*What this task involves:*
Set every record down again exactly. Do not carry over the pictures.

*Exercise data:*
-- -- --

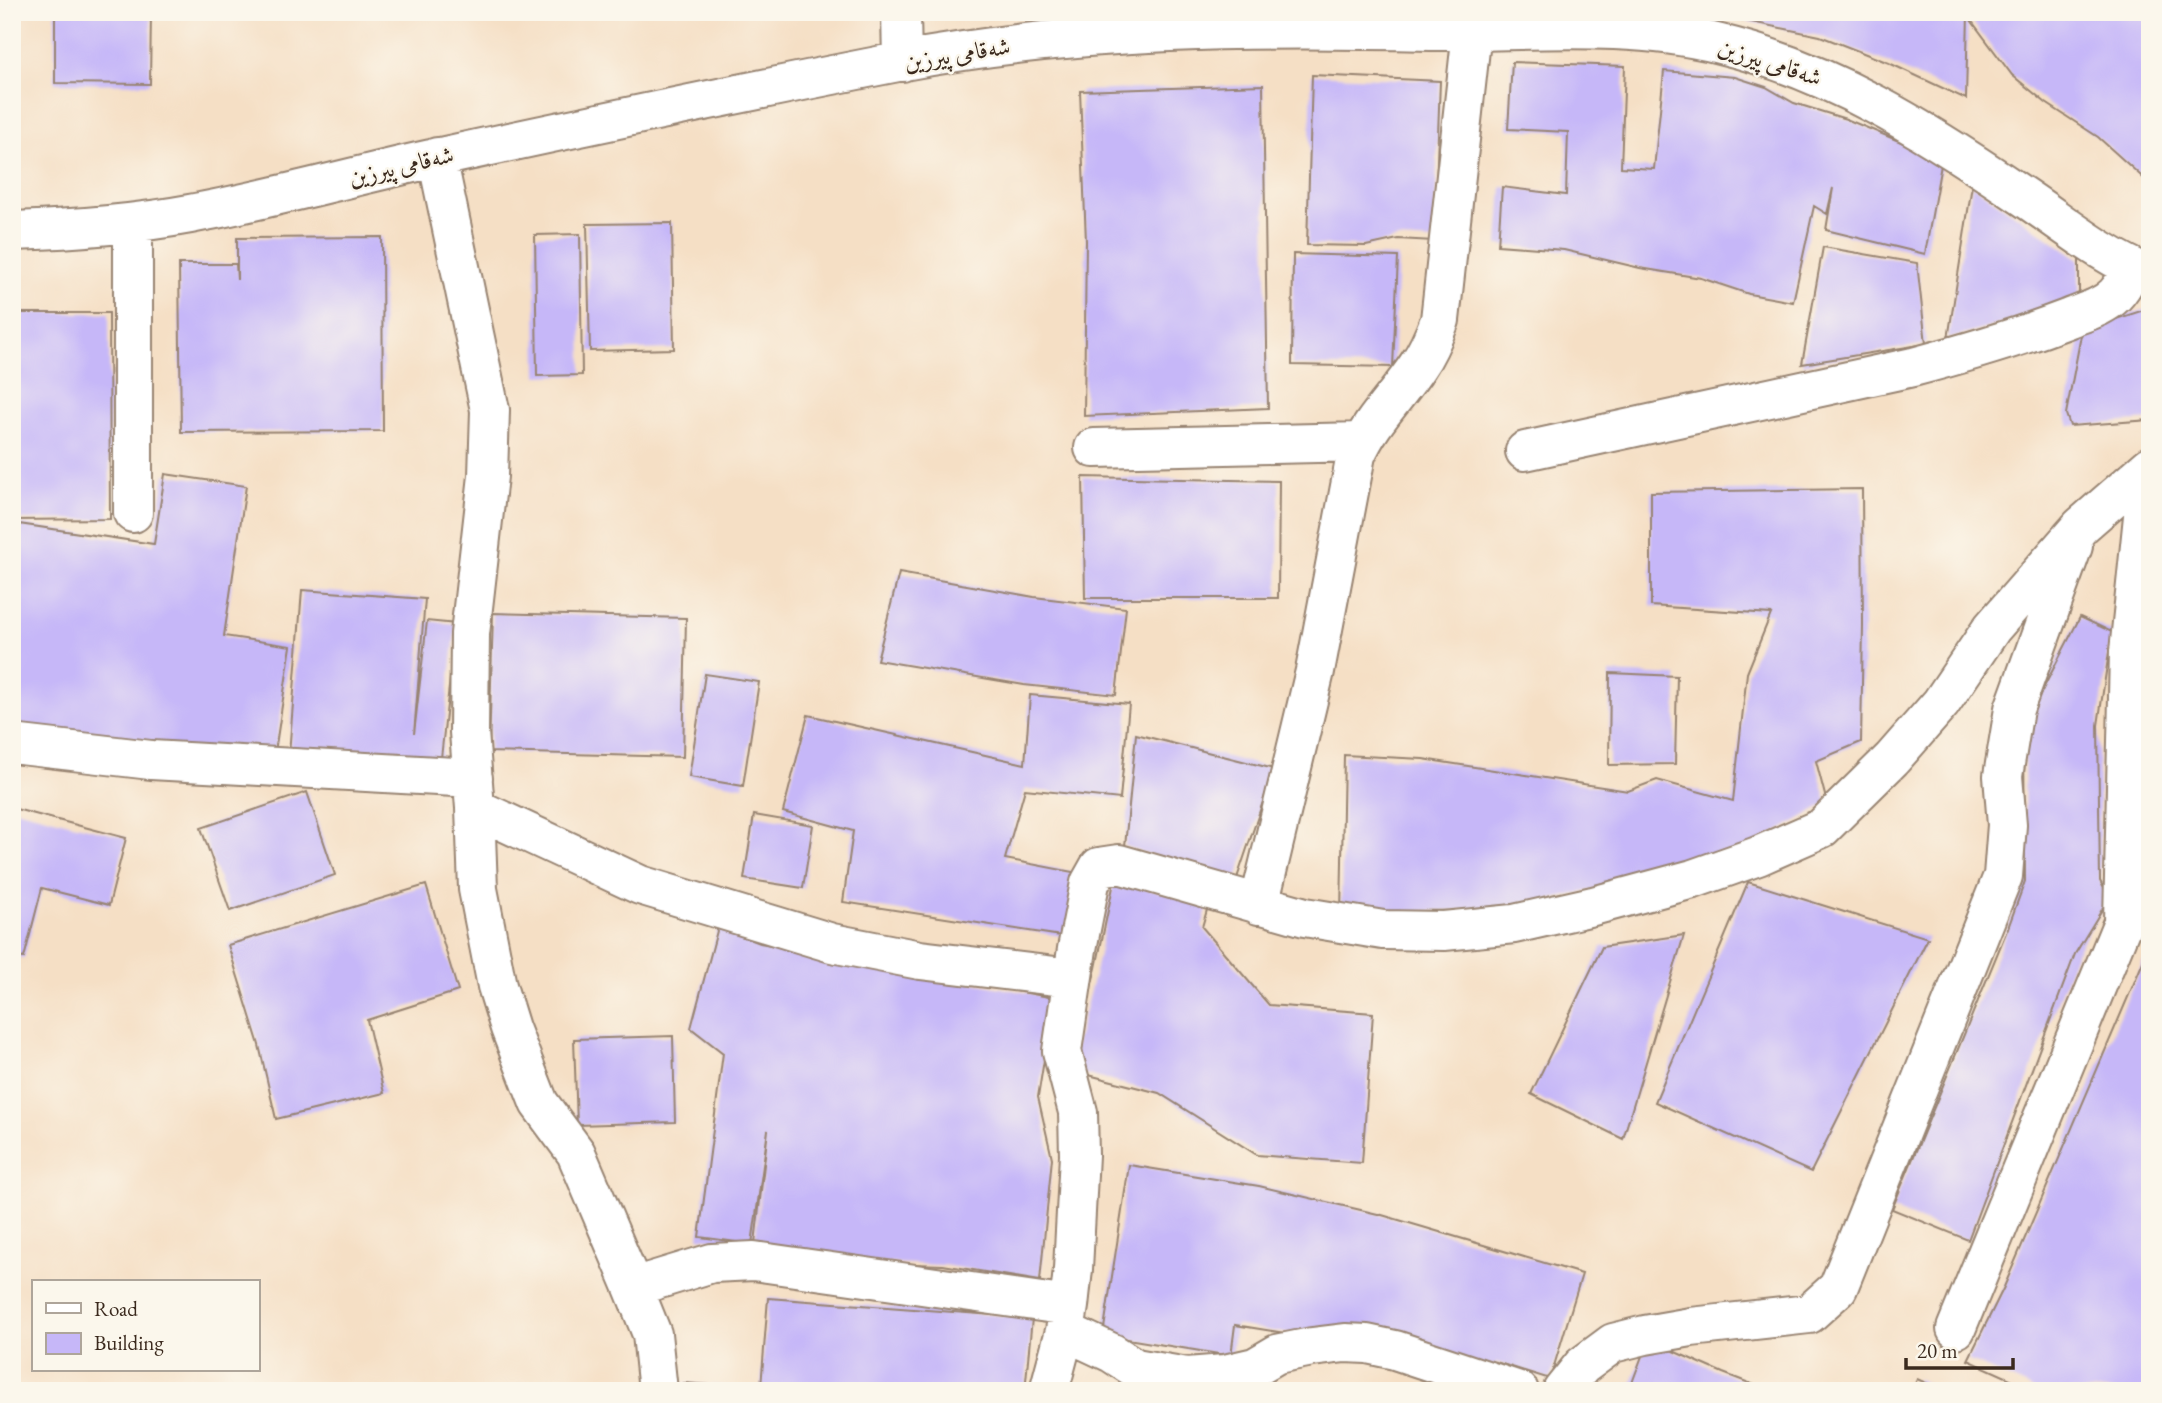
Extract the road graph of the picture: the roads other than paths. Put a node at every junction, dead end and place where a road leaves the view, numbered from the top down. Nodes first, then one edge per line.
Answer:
1 (901, 12) edge
2 (1355, 21) edge
3 (1647, 23) edge
4 (1472, 31) junction
5 (902, 62) junction
6 (437, 158) junction
7 (133, 223) junction
8 (12, 231) edge
9 (2141, 271) edge
10 (1362, 442) junction
11 (1094, 448) dead end
12 (1525, 451) dead end
13 (2149, 467) edge
14 (134, 513) dead end
15 (2081, 526) junction
16 (12, 744) edge
17 (474, 793) junction
18 (1259, 905) junction
19 (2136, 927) edge
20 (1072, 978) junction
21 (633, 1287) junction
22 (1067, 1318) junction
23 (1956, 1329) dead end
24 (658, 1391) edge
25 (1049, 1391) edge
26 (1519, 1391) edge
27 (1562, 1391) edge

1 - 5 street
2 - 4 street, شەقامی پیرزین
2 - 5 street, شەقامی پیرزین
3 - 4 street, شەقامی پیرزین
3 - 9 street, شەقامی پیرزین
4 - 10 street
5 - 6 street, شەقامی پیرزین
6 - 7 street, شەقامی پیرزین
6 - 17 street
7 - 8 street, شەقامی پیرزین
7 - 14 street
9 - 12 street
10 - 11 street
10 - 18 street
13 - 15 street
13 - 19 street
15 - 18 street
15 - 27 street
16 - 17 street
17 - 20 street
17 - 21 street
18 - 20 street
19 - 23 street
20 - 22 street
21 - 22 street
21 - 24 street
22 - 25 street
22 - 26 street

-- -- --

*Answer for this exercise:*
Extract the road graph of the picture: the roads other than paths. Put a node at every junction, dead end and place where a road leaves the view, numbered from the top down. Nodes first, then one edge per line.
Answer:
1 (901, 12) edge
2 (1355, 21) edge
3 (1647, 23) edge
4 (1472, 31) junction
5 (902, 62) junction
6 (437, 158) junction
7 (133, 223) junction
8 (12, 231) edge
9 (2141, 271) edge
10 (1362, 442) junction
11 (1094, 448) dead end
12 (1525, 451) dead end
13 (2149, 467) edge
14 (134, 513) dead end
15 (2081, 526) junction
16 (12, 744) edge
17 (474, 793) junction
18 (1259, 905) junction
19 (2136, 927) edge
20 (1072, 978) junction
21 (633, 1287) junction
22 (1067, 1318) junction
23 (1956, 1329) dead end
24 (658, 1391) edge
25 (1049, 1391) edge
26 (1519, 1391) edge
27 (1562, 1391) edge

1 - 5 street
2 - 4 street, شەقامی پیرزین
2 - 5 street, شەقامی پیرزین
3 - 4 street, شەقامی پیرزین
3 - 9 street, شەقامی پیرزین
4 - 10 street
5 - 6 street, شەقامی پیرزین
6 - 7 street, شەقامی پیرزین
6 - 17 street
7 - 8 street, شەقامی پیرزین
7 - 14 street
9 - 12 street
10 - 11 street
10 - 18 street
13 - 15 street
13 - 19 street
15 - 18 street
15 - 27 street
16 - 17 street
17 - 20 street
17 - 21 street
18 - 20 street
19 - 23 street
20 - 22 street
21 - 22 street
21 - 24 street
22 - 25 street
22 - 26 street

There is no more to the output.